Character for character, transcribe the entries below, minus the images.

(Beginning of DATA FOR REVIEW)

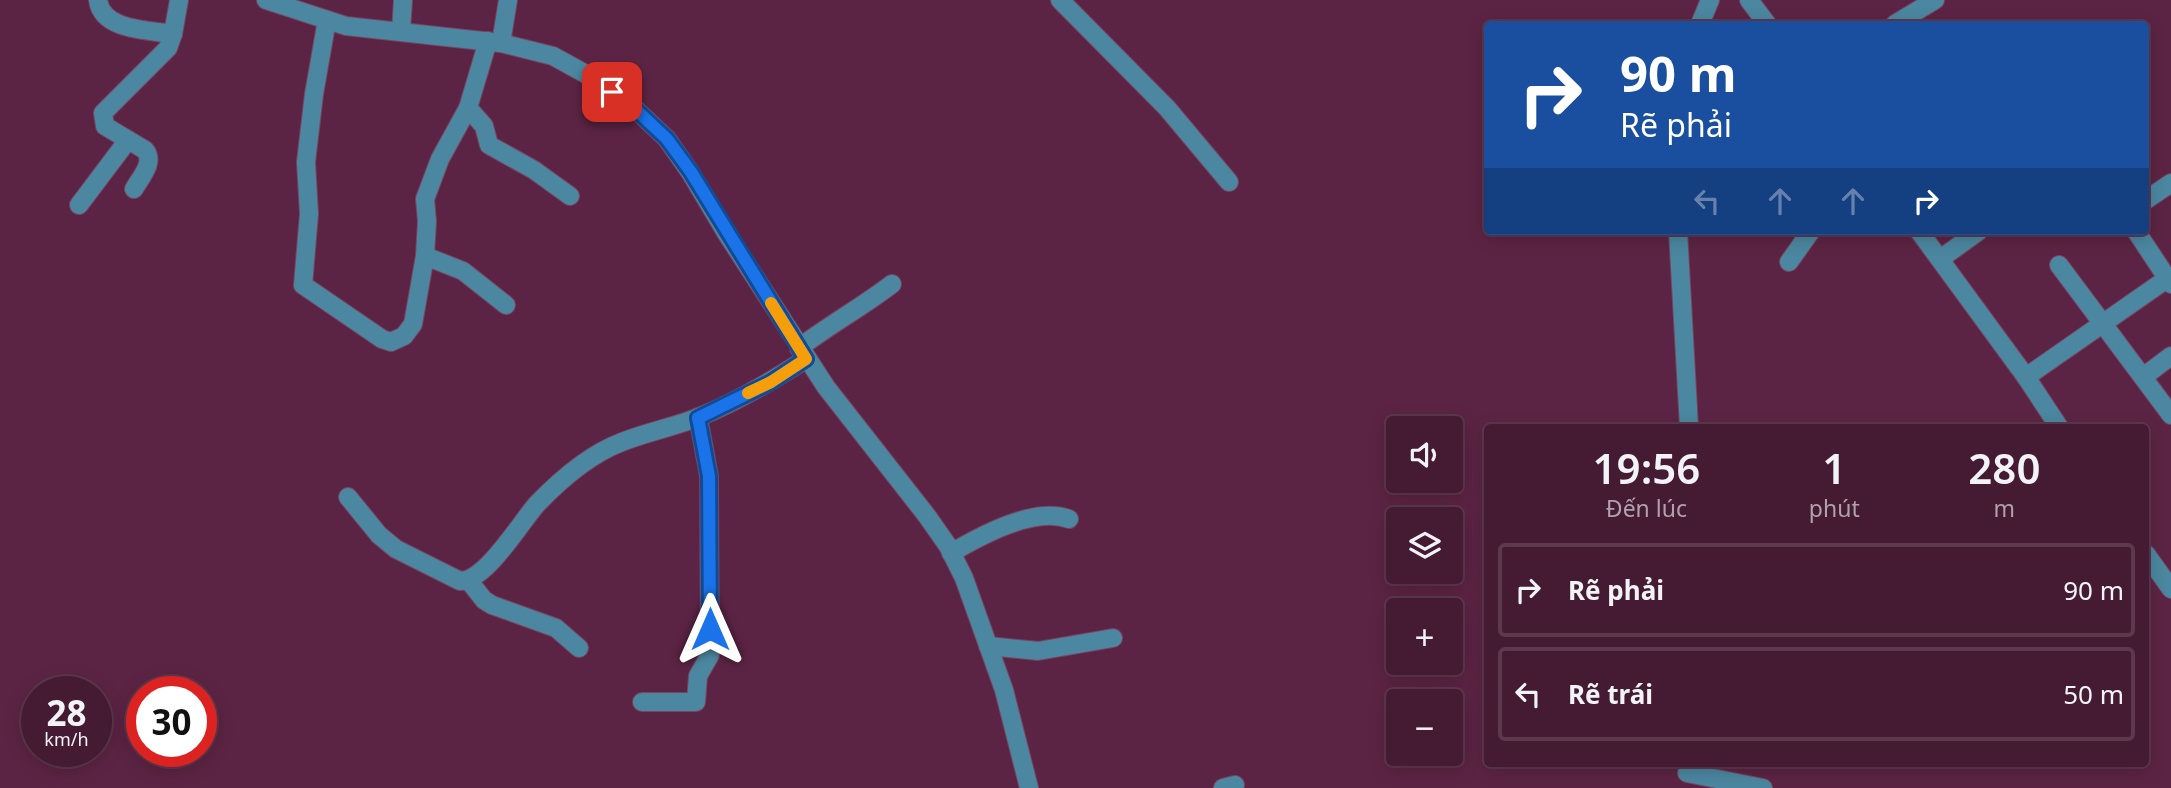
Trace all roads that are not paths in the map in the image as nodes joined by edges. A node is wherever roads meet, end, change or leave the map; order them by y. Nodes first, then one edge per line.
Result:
1 (98, 0) edge
2 (179, 0) edge
3 (269, 0) edge
4 (403, 0) edge
5 (508, 0) edge
6 (1060, 0) edge
7 (1710, 0) edge
8 (1749, 0) edge
9 (1935, 0) edge
10 (327, 20) junction
11 (1701, 21) edge
12 (1765, 21) edge
13 (1900, 21) edge
14 (401, 31) junction
15 (173, 34) junction
16 (495, 42) junction
17 (468, 108) junction
18 (128, 140) junction
19 (1230, 182) dead end
20 (2171, 183) edge
21 (134, 189) dead end
22 (570, 196) dead end
23 (2149, 198) edge
24 (79, 205) dead end
25 (1678, 235) edge
26 (1808, 235) edge
27 (1922, 235) edge
28 (1973, 235) edge
29 (2139, 235) edge
30 (425, 256) junction
31 (1940, 259) junction
32 (1789, 262) dead end
33 (2059, 265) dead end
34 (2170, 279) edge
35 (892, 284) dead end
36 (506, 305) dead end
37 (2104, 323) junction
38 (803, 354) junction
39 (2171, 356) edge
40 (2026, 377) junction
41 (2143, 377) junction
42 (2171, 415) edge
43 (698, 418) junction
44 (1689, 424) edge
45 (2057, 424) edge
46 (348, 497) dead end
47 (1069, 519) dead end
48 (951, 553) junction
49 (2149, 558) edge
50 (469, 581) junction
51 (2171, 589) edge
52 (1113, 638) dead end
53 (988, 646) junction
54 (579, 648) dead end
55 (642, 702) dead end
56 (1687, 775) edge
57 (1029, 788) edge
58 (1763, 788) edge

1 - 15 street
2 - 15 street
3 - 10 street
4 - 14 street
5 - 16 street
6 - 19 street
7 - 11 street
8 - 12 street
9 - 13 street
10 - 14 street
10 - 30 street
14 - 16 street
15 - 18 street
16 - 17 street
16 - 38 street
17 - 22 street
17 - 30 street
18 - 21 street
18 - 24 street
20 - 23 street
25 - 44 street
26 - 32 street
27 - 31 street
28 - 31 street
29 - 34 street
30 - 36 street
31 - 40 street
33 - 37 street
34 - 37 street
35 - 38 street
37 - 40 street
37 - 41 street
38 - 43 street
38 - 48 street
39 - 41 street
40 - 45 street
41 - 42 street
43 - 50 street
43 - 55 street
46 - 50 street
47 - 48 street
48 - 53 street
49 - 51 street
50 - 54 street
52 - 53 street
53 - 57 street
56 - 58 street

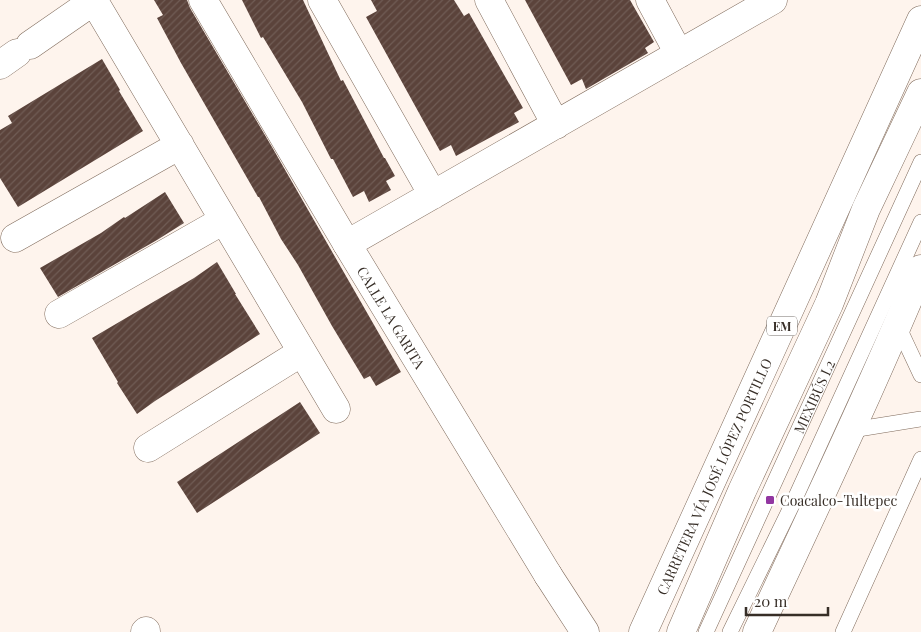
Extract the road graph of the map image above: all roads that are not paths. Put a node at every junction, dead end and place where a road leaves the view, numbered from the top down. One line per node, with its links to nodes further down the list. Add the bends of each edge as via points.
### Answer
1 (94, 0): 8 (street); 12 (street)
2 (203, 0): 18 (street, CALLE LA GARITA)
3 (322, 0): 14 (street)
4 (489, 0): 11 (street)
5 (650, 0): 9 (street)
6 (773, 0): 9 (street)
7 (921, 20): 30 (street, CARRETERA VÍA JOSÉ LÓPEZ PORTILLO / EM)
8 (15, 54)
9 (679, 54): 11 (street)
10 (921, 93): 31 (street, via 866,209 829,304)
11 (556, 125): 14 (street)
12 (180, 145): 15 (street); 17 (street)
13 (921, 162): 32 (lane, MEXIBÚS L2)
14 (433, 195): 18 (street)
15 (224, 220): 20 (street); 22 (street)
16 (921, 222): 33 (lane, MEXIBÚS L2, via 793,503)
17 (15, 238)
18 (347, 244): 29 (street, CALLE LA GARITA)
19 (921, 269): 21 (street)
20 (59, 314)
21 (898, 326): 23 (lane); 26 (street)
22 (302, 352): 24 (street); 27 (street)
23 (921, 375)
24 (336, 409)
25 (921, 419): 26 (lane)
26 (852, 430): 34 (street)
27 (148, 448)
28 (921, 459): 35 (lane)
29 (585, 632)
30 (642, 632)
31 (681, 632)
32 (706, 632)
33 (730, 632)
34 (757, 632)
35 (843, 632)

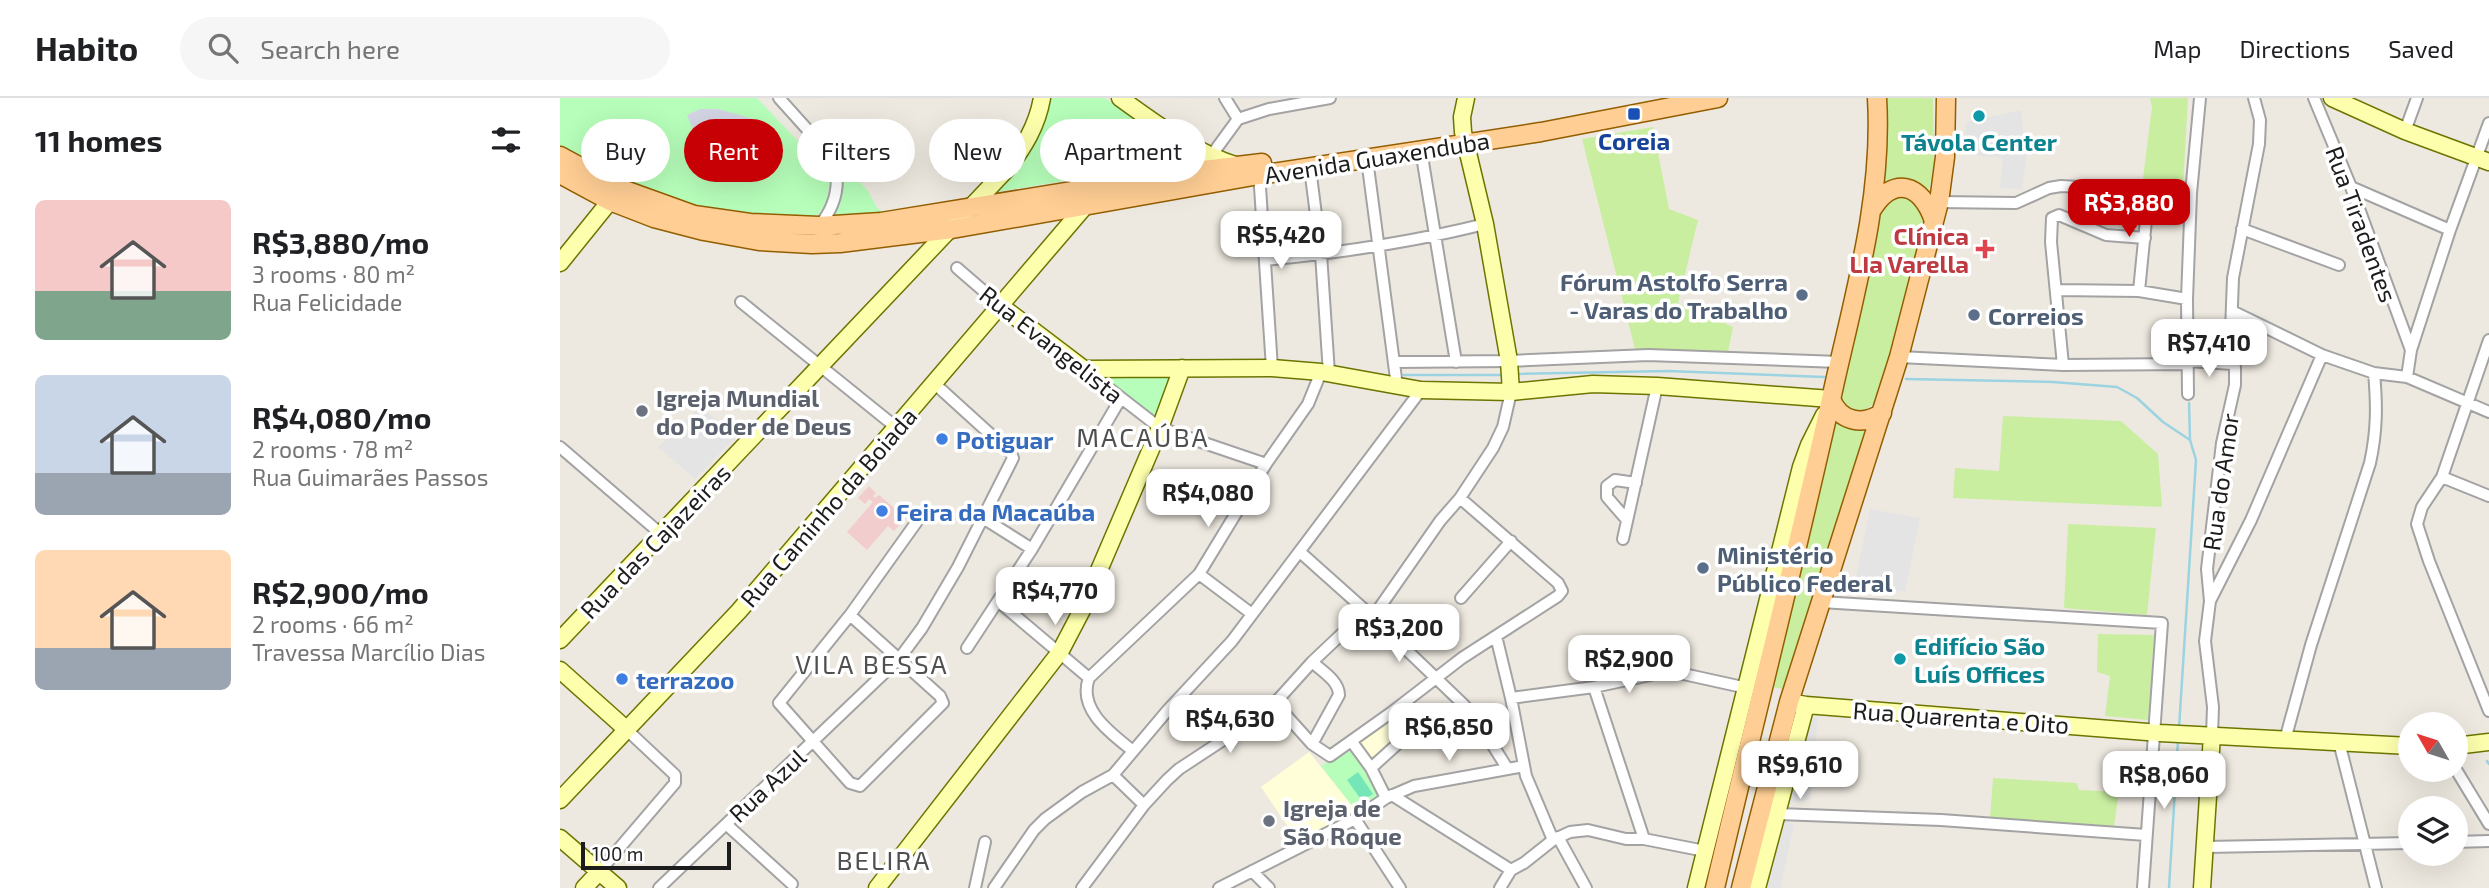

(End of DATA FOR REVIEW)

ANSWER SPACE =
Trace all roads that are not paths in the map in the image as nodes joined by edges. A node is wherever roads meet, end, change or leave the map; order them by y. Nodes first, then one edge per line.
Result:
1 (98, 0) edge
2 (179, 0) edge
3 (269, 0) edge
4 (403, 0) edge
5 (508, 0) edge
6 (1060, 0) edge
7 (1710, 0) edge
8 (1749, 0) edge
9 (1935, 0) edge
10 (327, 20) junction
11 (1701, 21) edge
12 (1765, 21) edge
13 (1900, 21) edge
14 (401, 31) junction
15 (173, 34) junction
16 (495, 42) junction
17 (468, 108) junction
18 (128, 140) junction
19 (1230, 182) dead end
20 (2171, 183) edge
21 (134, 189) dead end
22 (570, 196) dead end
23 (2149, 198) edge
24 (79, 205) dead end
25 (1678, 235) edge
26 (1808, 235) edge
27 (1922, 235) edge
28 (1973, 235) edge
29 (2139, 235) edge
30 (425, 256) junction
31 (1940, 259) junction
32 (1789, 262) dead end
33 (2059, 265) dead end
34 (2170, 279) edge
35 (892, 284) dead end
36 (506, 305) dead end
37 (2104, 323) junction
38 (803, 354) junction
39 (2171, 356) edge
40 (2026, 377) junction
41 (2143, 377) junction
42 (2171, 415) edge
43 (698, 418) junction
44 (1689, 424) edge
45 (2057, 424) edge
46 (348, 497) dead end
47 (1069, 519) dead end
48 (951, 553) junction
49 (2149, 558) edge
50 (469, 581) junction
51 (2171, 589) edge
52 (1113, 638) dead end
53 (988, 646) junction
54 (579, 648) dead end
55 (642, 702) dead end
56 (1687, 775) edge
57 (1029, 788) edge
58 (1763, 788) edge

1 - 15 street
2 - 15 street
3 - 10 street
4 - 14 street
5 - 16 street
6 - 19 street
7 - 11 street
8 - 12 street
9 - 13 street
10 - 14 street
10 - 30 street
14 - 16 street
15 - 18 street
16 - 17 street
16 - 38 street
17 - 22 street
17 - 30 street
18 - 21 street
18 - 24 street
20 - 23 street
25 - 44 street
26 - 32 street
27 - 31 street
28 - 31 street
29 - 34 street
30 - 36 street
31 - 40 street
33 - 37 street
34 - 37 street
35 - 38 street
37 - 40 street
37 - 41 street
38 - 43 street
38 - 48 street
39 - 41 street
40 - 45 street
41 - 42 street
43 - 50 street
43 - 55 street
46 - 50 street
47 - 48 street
48 - 53 street
49 - 51 street
50 - 54 street
52 - 53 street
53 - 57 street
56 - 58 street

Extract the road graph of the map image above: all roads that are not paths. Put a node at every junction, dead end and place where a road leaves the view, numbered from the top down. One line per node, with its links to nodes further down the list. Add the bends of each edge as via points.
### Answer
1 (94, 0): 8 (street); 12 (street)
2 (203, 0): 18 (street, CALLE LA GARITA)
3 (322, 0): 14 (street)
4 (489, 0): 11 (street)
5 (650, 0): 9 (street)
6 (773, 0): 9 (street)
7 (921, 20): 30 (street, CARRETERA VÍA JOSÉ LÓPEZ PORTILLO / EM)
8 (15, 54)
9 (679, 54): 11 (street)
10 (921, 93): 31 (street, via 866,209 829,304)
11 (556, 125): 14 (street)
12 (180, 145): 15 (street); 17 (street)
13 (921, 162): 32 (lane, MEXIBÚS L2)
14 (433, 195): 18 (street)
15 (224, 220): 20 (street); 22 (street)
16 (921, 222): 33 (lane, MEXIBÚS L2, via 793,503)
17 (15, 238)
18 (347, 244): 29 (street, CALLE LA GARITA)
19 (921, 269): 21 (street)
20 (59, 314)
21 (898, 326): 23 (lane); 26 (street)
22 (302, 352): 24 (street); 27 (street)
23 (921, 375)
24 (336, 409)
25 (921, 419): 26 (lane)
26 (852, 430): 34 (street)
27 (148, 448)
28 (921, 459): 35 (lane)
29 (585, 632)
30 (642, 632)
31 (681, 632)
32 (706, 632)
33 (730, 632)
34 (757, 632)
35 (843, 632)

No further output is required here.